(Saved data entries)
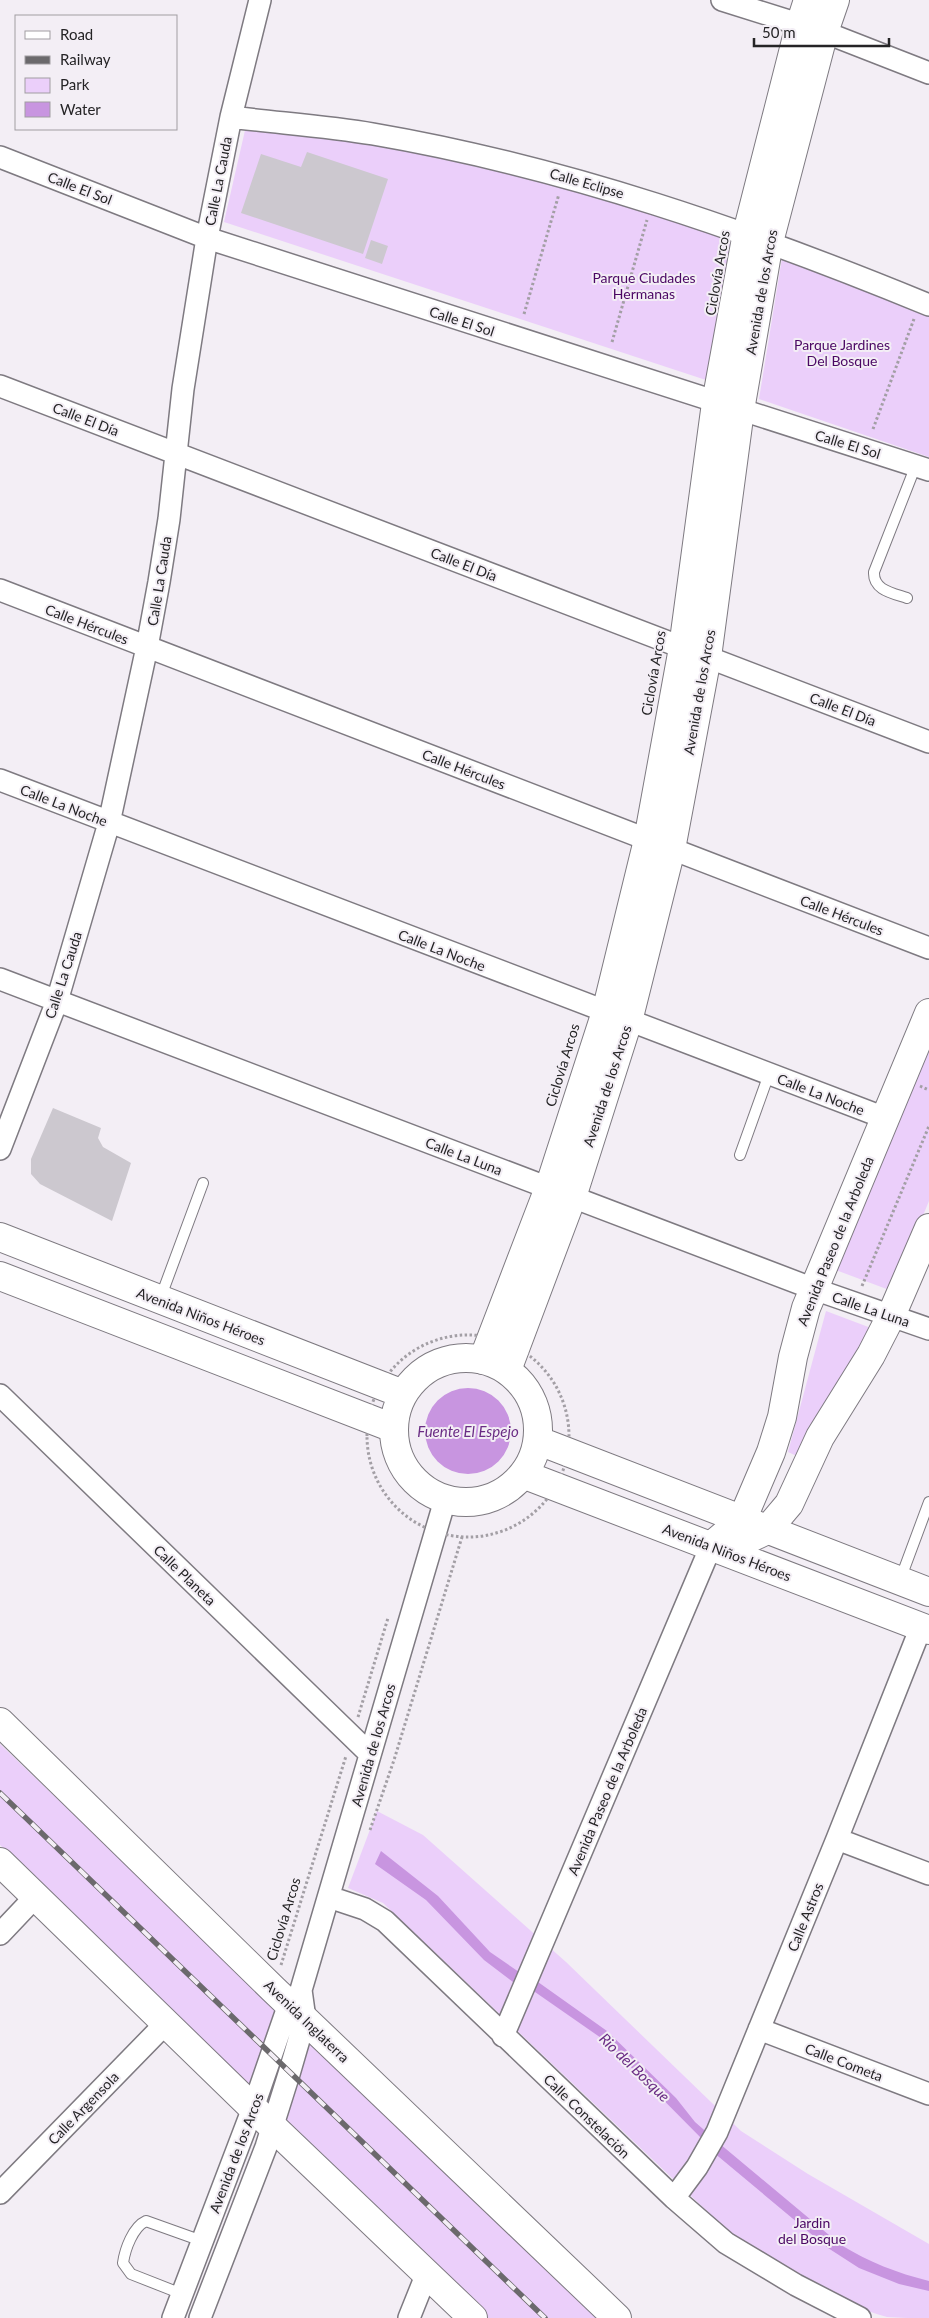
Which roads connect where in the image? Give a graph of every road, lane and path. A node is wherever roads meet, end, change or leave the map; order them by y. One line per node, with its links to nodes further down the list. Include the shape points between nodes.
1 (260, 0): 6 (street, Calle La Cauda)
2 (722, 0): 4 (street)
3 (835, 0): 4 (street, Avenida de los Arcos)
4 (811, 19): 5 (street); 11 (street, Avenida de los Arcos)
5 (929, 74)
6 (231, 117): 10 (street, Calle La Cauda); 11 (street, Calle Eclipse, via 373,134 532,168 655,203)
7 (0, 157): 10 (street, Calle El Sol)
8 (560, 191): 13 (path)
9 (648, 216): 14 (path)
10 (207, 238): 16 (street, Calle El Sol); 18 (street, Calle La Cauda)
11 (758, 238): 12 (street, Calle Eclipse); 16 (street, Avenida de los Arcos)
12 (923, 308): 17 (path)
13 (524, 314)
14 (612, 342)
15 (0, 386): 18 (street, Calle El Día)
16 (728, 407): 19 (street, Calle El Sol); 23 (street, Avenida de los Arcos)
17 (873, 429)
18 (175, 453): 22 (street, Calle La Cauda, via 169,519); 23 (street, Calle El Día)
19 (923, 468): 21 (lane, via 874,572 876,585)
20 (0, 590): 22 (street, Calle Hércules)
21 (907, 598)
22 (148, 647): 26 (street, Calle La Cauda); 27 (street, Calle Hércules)
23 (695, 653): 24 (street, Calle El Día); 27 (street, Avenida de los Arcos)
24 (929, 742)
25 (0, 780): 26 (street, Calle La Noche)
26 (109, 823): 30 (street, Calle La Cauda); 32 (street, Calle La Noche)
27 (659, 844): 28 (street, Calle Hércules); 32 (street, Avenida de los Arcos)
28 (929, 948)
29 (0, 979): 30 (street, Calle La Luna)
30 (57, 1001): 36 (street, Calle La Cauda); 39 (street, Calle La Luna)
31 (929, 1013): 34 (street, Avenida Paseo de la Arboleda)
32 (617, 1016): 33 (street, Calle La Noche); 39 (street, Avenida de los Arcos)
33 (769, 1074): 34 (street, Calle La Noche); 37 (lane)
34 (885, 1118): 43 (street, Avenida Paseo de la Arboleda)
35 (929, 1126): 45 (path)
36 (0, 1149)
37 (740, 1155)
38 (203, 1183): 44 (lane)
39 (560, 1192): 43 (street, Calle La Luna); 48 (street, Avenida de los Arcos)
40 (929, 1228): 46 (street, Avenida Paseo de la Arboleda)
41 (0, 1237): 44 (street, Avenida Niños Héroes)
42 (0, 1276): 51 (street)
43 (814, 1289): 45 (street, Calle La Luna); 59 (street, Avenida Paseo de la Arboleda, via 795,1349)
44 (160, 1300): 49 (street, Avenida Niños Héroes)
45 (855, 1303): 46 (street, Calle La Luna)
46 (891, 1316): 47 (street, Calle La Luna); 59 (street, Avenida Paseo de la Arboleda, via 820,1437 789,1504)
47 (929, 1330)
48 (494, 1346): 49 (street, via 442,1362); 49 (path, via 458,1336 434,1341 412,1351 394,1366); 53 (street, via 525,1387 536,1409); 54 (path, via 545,1371 559,1392 567,1416)
49 (391, 1390): 51 (path); 52 (street, via 398,1406)
50 (0, 1395): 68 (street, Calle Planeta)
51 (367, 1418): 52 (street); 60 (path, via 366,1439 375,1478 390,1501)
52 (393, 1428): 57 (street, via 395,1447 402,1464 420,1486)
53 (539, 1442): 54 (street); 55 (street)
54 (568, 1453): 56 (path); 59 (street)
55 (525, 1475): 56 (street, Avenida Niños Héroes); 57 (street, via 502,1494 484,1501 464,1503)
56 (556, 1487): 60 (path, via 531,1516 510,1529 470,1537); 62 (street, Avenida Niños Héroes)
57 (445, 1500): 60 (street, Avenida de los Arcos)
58 (929, 1502): 63 (lane)
59 (754, 1525): 62 (street, Avenida Paseo de la Arboleda); 63 (street)
60 (425, 1528): 61 (path); 69 (street, Avenida de los Arcos)
61 (414, 1532)
62 (711, 1546): 66 (street, Avenida Niños Héroes); 79 (street, Avenida Paseo de la Arboleda)
63 (900, 1580): 64 (street)
64 (929, 1592)
65 (389, 1614): 68 (path, Ciclovía Arcos)
66 (925, 1628): 70 (street, Calle Astros)
67 (0, 1722): 76 (street, Avenida Inglaterra)
68 (352, 1737): 69 (street, Calle Planeta); 76 (path, Ciclovía Arcos)
69 (370, 1754): 74 (street, Avenida de los Arcos)
70 (837, 1839): 72 (street); 78 (street, Calle Astros)
71 (0, 1862): 73 (street)
72 (929, 1874)
73 (36, 1896): 75 (street); 77 (street)
74 (328, 1897): 76 (street, Avenida de los Arcos); 79 (street, Calle Constelación, via 365,1908 385,1921)
75 (0, 1934)
76 (292, 2000): 81 (street, Avenida de los Arcos); 91 (street, Avenida Inglaterra)
77 (166, 2023): 81 (street); 82 (street, Calle Argensola)
78 (759, 2029): 80 (street, Calle Cometa); 83 (street, Calle Astros, via 717,2132)
79 (503, 2036): 83 (street, Calle Constelación)
80 (929, 2094)
81 (263, 2117): 84 (street, Avenida de los Arcos); 85 (street); 88 (street, Avenida de los Arcos)
82 (0, 2193)
83 (674, 2198): 92 (street, Calle Constelación, via 726,2243 796,2286)
84 (202, 2241): 86 (street, Avenida de los Arcos); 86 (lane, via 146,2221 136,2229 124,2256 123,2263 131,2274)
85 (427, 2273): 89 (street); 90 (street)
86 (182, 2294): 87 (street, Avenida de los Arcos)
87 (173, 2318)
88 (200, 2318)
89 (409, 2318)
90 (473, 2318)
91 (617, 2318)
92 (860, 2318)

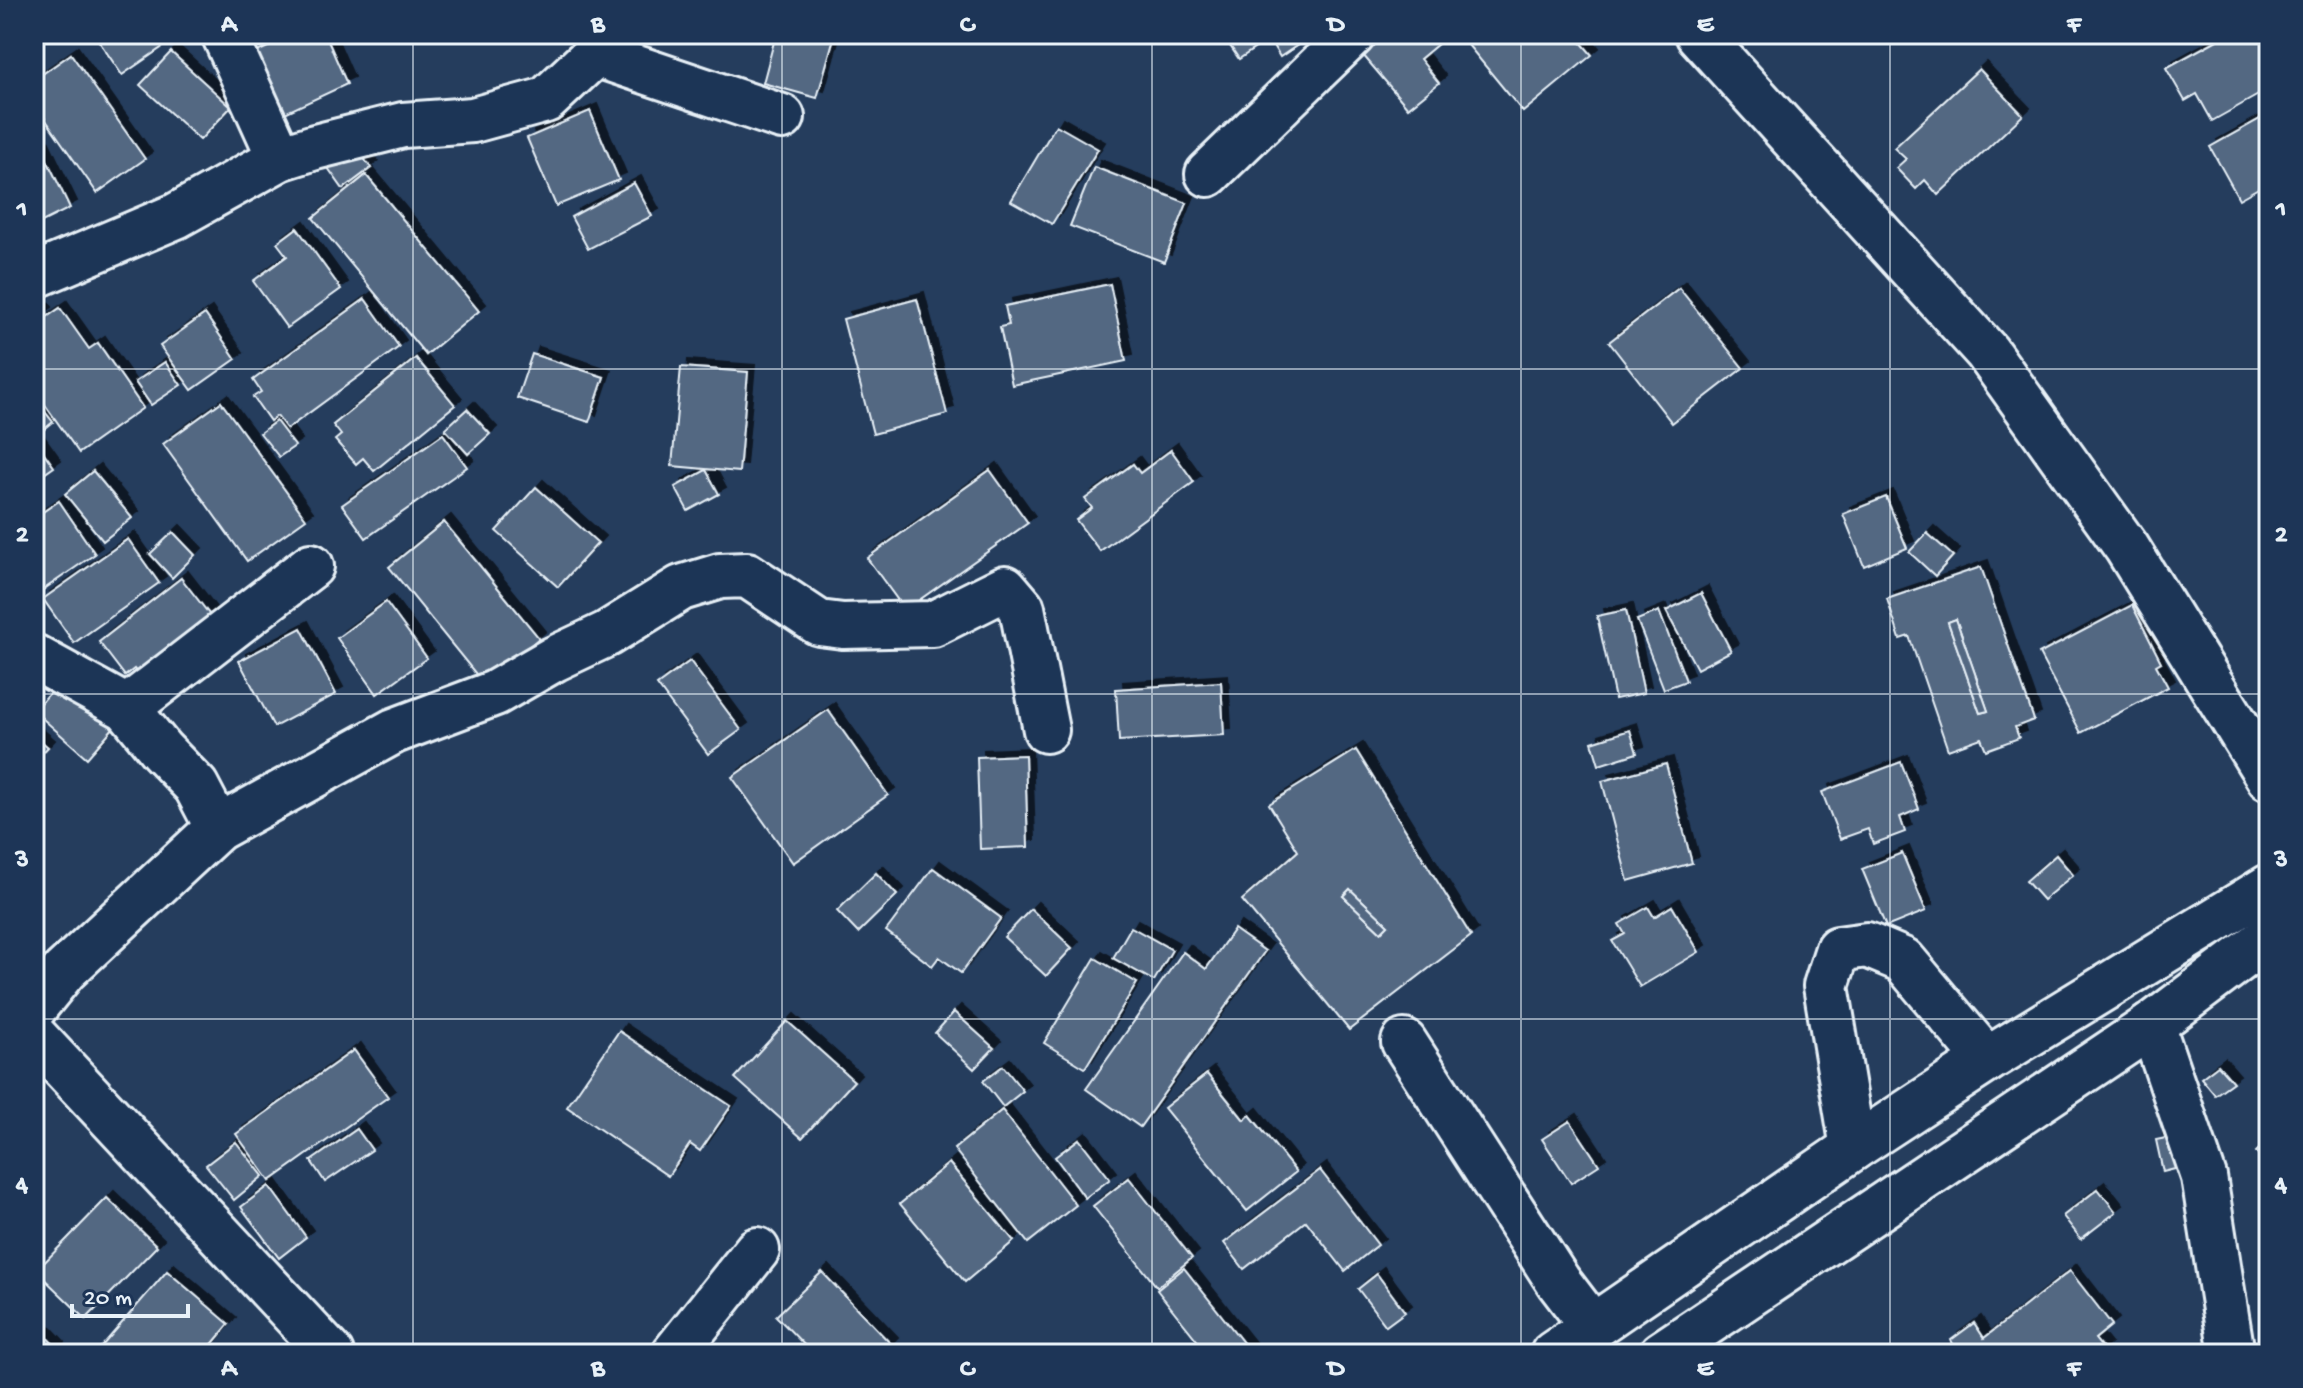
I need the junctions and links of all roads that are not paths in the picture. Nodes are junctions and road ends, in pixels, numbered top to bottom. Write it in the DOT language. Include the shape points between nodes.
graph roads {
  1 [pos="224,34"];
  2 [pos="1353,34"];
  3 [pos="1698,34"];
  4 [pos="782,117"];
  5 [pos="280,158"];
  6 [pos="1208,174"];
  7 [pos="34,276"];
  8 [pos="311,566"];
  9 [pos="34,657"];
  10 [pos="127,708"];
  11 [pos="1046,730"];
  12 [pos="2269,778"];
  13 [pos="218,828"];
  14 [pos="2269,887"];
  15 [pos="2269,937"];
  16 [pos="34,1008"];
  17 [pos="2152,1025"];
  18 [pos="34,1036"];
  19 [pos="1404,1042"];
  20 [pos="1987,1060"];
  21 [pos="1853,1148"];
  22 [pos="757,1250"];
  23 [pos="1593,1327"];
  24 [pos="331,1354"];
  25 [pos="674,1354"];
  26 [pos="1553,1354"];
  27 [pos="1661,1354"];
  28 [pos="2232,1354"];
  1 -- 5 [label="main road"];
  2 -- 6 [label="main road"];
  3 -- 12 [label="main road" via="1987,352 2127,548"];
  4 -- 5 [label="main road" via="595,54 546,100 473,120 403,125"];
  5 -- 7 [label="main road" via="176,216"];
  8 -- 10 [label="main road"];
  9 -- 10 [label="main road"];
  10 -- 13 [label="main road" via="196,786"];
  11 -- 13 [label="main road" via="1022,608 1005,588 933,624 843,626 819,623 747,575 720,576 681,588 495,693 394,731"];
  13 -- 16 [label="main road" via="64,971"];
  14 -- 20 [label="main road"];
  15 -- 17 [label="main road"];
  17 -- 27 [label="main road"];
  17 -- 28 [label="main road" via="2204,1177"];
  18 -- 24 [label="main road"];
  19 -- 23 [label="main road"];
  20 -- 21 [label="main road"];
  20 -- 21 [label="main road" via="1903,960 1867,945 1838,949 1826,986"];
  21 -- 23 [label="main road"];
  22 -- 25 [label="main road"];
  23 -- 26 [label="main road"];
}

**Work required:** Check each line of the records above for the string "Luna", and report every line that has it.

**Result:**
29 (0, 979): 30 (street, Calle La Luna)
30 (57, 1001): 36 (street, Calle La Cauda); 39 (street, Calle La Luna)
39 (560, 1192): 43 (street, Calle La Luna); 48 (street, Avenida de los Arcos)
43 (814, 1289): 45 (street, Calle La Luna); 59 (street, Avenida Paseo de la Arboleda, via 795,1349)
45 (855, 1303): 46 (street, Calle La Luna)
46 (891, 1316): 47 (street, Calle La Luna); 59 (street, Avenida Paseo de la Arboleda, via 820,1437 789,1504)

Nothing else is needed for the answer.